If you mean transistor X9, its Vds voltage is actually forced by the input common mode. In detail: in conventional operation the differential inputs would be close enough (real ground should be close to virtual ground even if the DC voltages are different) so two input transistors sink almost the same amount of current and they share a source node. The voltage at the source node should be equal to Input common mode level level (vinp + vinn / 2) minus whatever voltage is needed to turn the input transistors on. If you choose the common mode something higher the voltage drop on the current source will increase and if you choose it lower it will decrease. This is a fundamental problem that limits the input range of OPAMPs because there's no ideal current source.

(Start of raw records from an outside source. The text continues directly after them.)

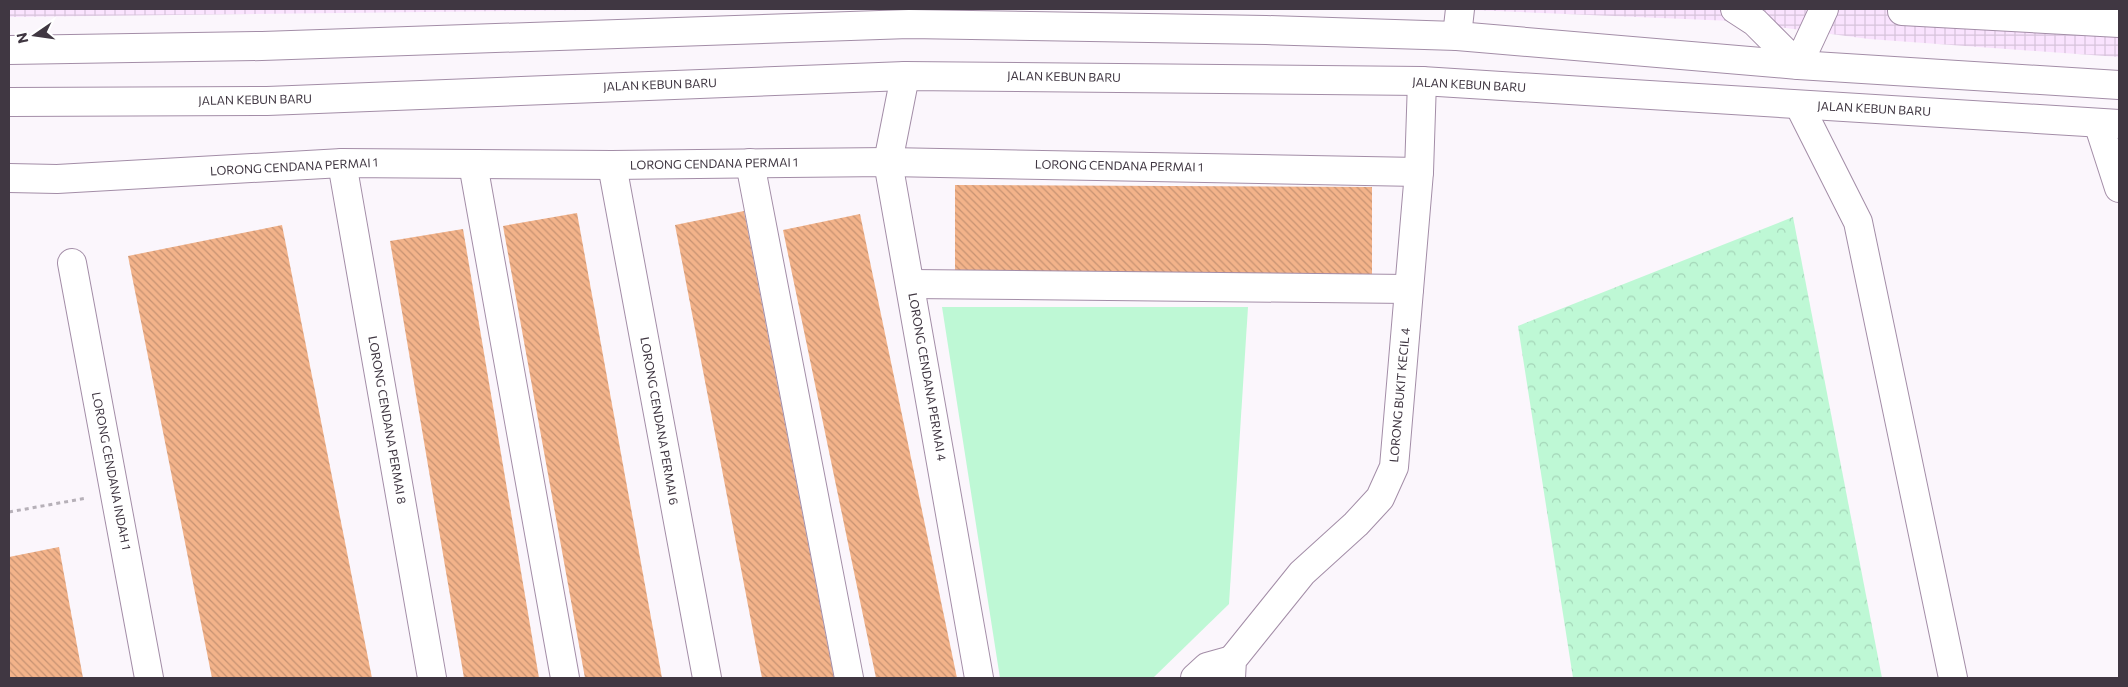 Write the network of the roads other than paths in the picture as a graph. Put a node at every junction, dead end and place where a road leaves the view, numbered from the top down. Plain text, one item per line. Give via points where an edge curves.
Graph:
1 (1460, 9) edge
2 (1735, 9) edge
3 (1824, 9) edge
4 (1902, 11) dead end
5 (1223, 19) edge
6 (2119, 23) edge
7 (1457, 36) junction
8 (9, 50) edge
9 (1798, 65) junction
10 (906, 76) junction
11 (1422, 81) junction
12 (2119, 85) edge
13 (9, 102) edge
14 (1800, 105) junction
15 (2109, 123) edge
16 (888, 162) junction
17 (342, 163) junction
18 (473, 164) junction
19 (750, 164) junction
20 (612, 165) junction
21 (1419, 172) junction
22 (9, 178) edge
23 (2119, 188) edge
24 (72, 264) dead end
25 (911, 284) junction
26 (1409, 289) junction
27 (1232, 669) edge
28 (149, 678) edge
29 (432, 678) edge
30 (565, 678) edge
31 (706, 678) edge
32 (849, 678) edge
33 (980, 678) edge
34 (1195, 678) edge
35 (1953, 678) edge

1 - 7 street
2 - 9 street via 1755,22
3 - 9 street
4 - 6 street
5 - 7 street
5 - 8 street via 909,24 272,45
7 - 9 street
9 - 12 street
10 - 11 street, JALAN KEBUN BARU
10 - 13 street, JALAN KEBUN BARU via 267,101
10 - 16 street, LORONG CENDANA PERMAI 4
11 - 14 street, JALAN KEBUN BARU
11 - 21 street, LORONG BUKIT KECIL 4
14 - 15 street, JALAN KEBUN BARU
14 - 35 street via 1858,222
15 - 23 street
16 - 19 street, LORONG CENDANA PERMAI 1
16 - 21 street, LORONG CENDANA PERMAI 1
16 - 25 street, LORONG CENDANA PERMAI 4
17 - 18 street, LORONG CENDANA PERMAI 1
17 - 22 street, LORONG CENDANA PERMAI 1 via 57,179
17 - 29 street, LORONG CENDANA PERMAI 8
18 - 20 street, LORONG CENDANA PERMAI 1
18 - 30 street
19 - 20 street, LORONG CENDANA PERMAI 1
19 - 32 street
20 - 31 street, LORONG CENDANA PERMAI 6
21 - 26 street, LORONG BUKIT KECIL 4
24 - 28 street, LORONG CENDANA INDAH 1
25 - 26 street
25 - 33 street, LORONG CENDANA PERMAI 4
26 - 27 street, LORONG BUKIT KECIL 4 via 1394,468 1380,498 1302,573
27 - 34 street via 1207,667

What you can do is that you can reduce the vdssat voltage of the current mirror so that the unusable range is smaller (the region it goes out of saturation). You can do this by increasing the size of it, but how good it will be is debatable in a practical implementation. Also if the reported regions in the simulator includes the sub-threshold it may be in that region if the size of the transistor is too large for the amount of current flows through the biasing branch (which by the way may have very bad PSRR performance)

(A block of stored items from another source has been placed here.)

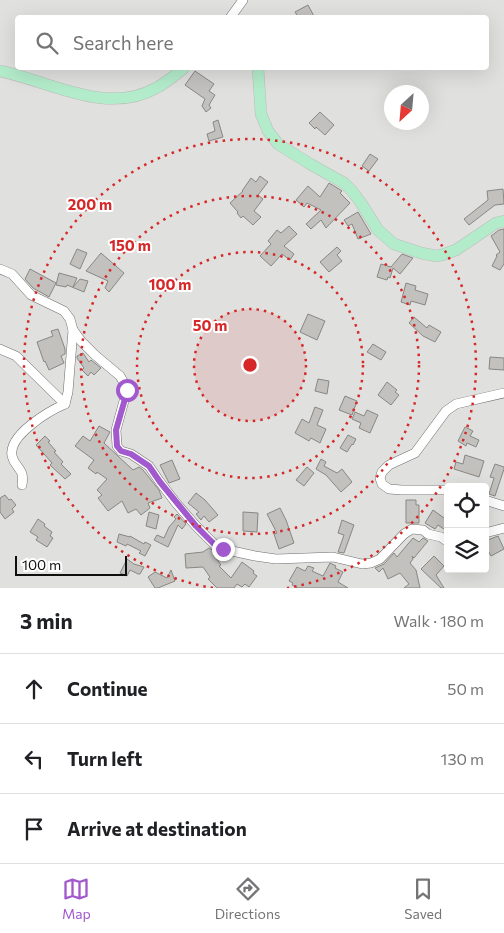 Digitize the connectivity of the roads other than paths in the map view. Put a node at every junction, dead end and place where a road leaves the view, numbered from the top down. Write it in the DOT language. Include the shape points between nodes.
graph roads {
  1 [pos="243,0"];
  2 [pos="232,15"];
  3 [pos="181,70"];
  4 [pos="258,70"];
  5 [pos="0,71"];
  6 [pos="504,221"];
  7 [pos="0,269"];
  8 [pos="73,330"];
  9 [pos="0,349"];
  10 [pos="504,393"];
  11 [pos="65,404"];
  12 [pos="22,485"];
  13 [pos="444,490"];
  14 [pos="489,501"];
  15 [pos="504,506"];
  16 [pos="504,528"];
  17 [pos="489,532"];
  18 [pos="444,540"];
  1 -- 2 [label="street"];
  3 -- 5 [label="main road" via="156,88 125,98 83,96"];
  4 -- 6 [label="main road" via="261,114 273,138 282,148 344,183 378,230 394,244 421,253 442,255"];
  7 -- 8 [label="street" via="12,274 31,295 64,311"];
  8 -- 11 [label="street"];
  8 -- 18 [label="street" via="120,376 126,386 116,430 117,446 149,466 214,544 223,549 276,559 332,557 362,564 380,559 412,530 423,530"];
  9 -- 11 [label="street" via="16,356"];
  10 -- 13 [label="street" via="456,404 446,411 415,453 389,465 380,478 382,484 389,488"];
  11 -- 12 [label="street" via="24,432 14,444 12,458 22,471"];
  14 -- 15 [label="street"];
  16 -- 17 [label="street"];
}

For the gain I need to look at this in more detail, I can't really comment on that. It may also be related to other biasing issues if it is significantly lower than what you were expecting, I'm just talking about the tail current source here.
An OPAMP book that I like a bit is Vadim Ivanov's book, I forgot its name though. It's extremely straightforward and mostly talks about conventional implementations of many blocks required in OPAMP design, it's a bit old but I like it. There are other books you can follow as well, but this one is the one came to my mind first.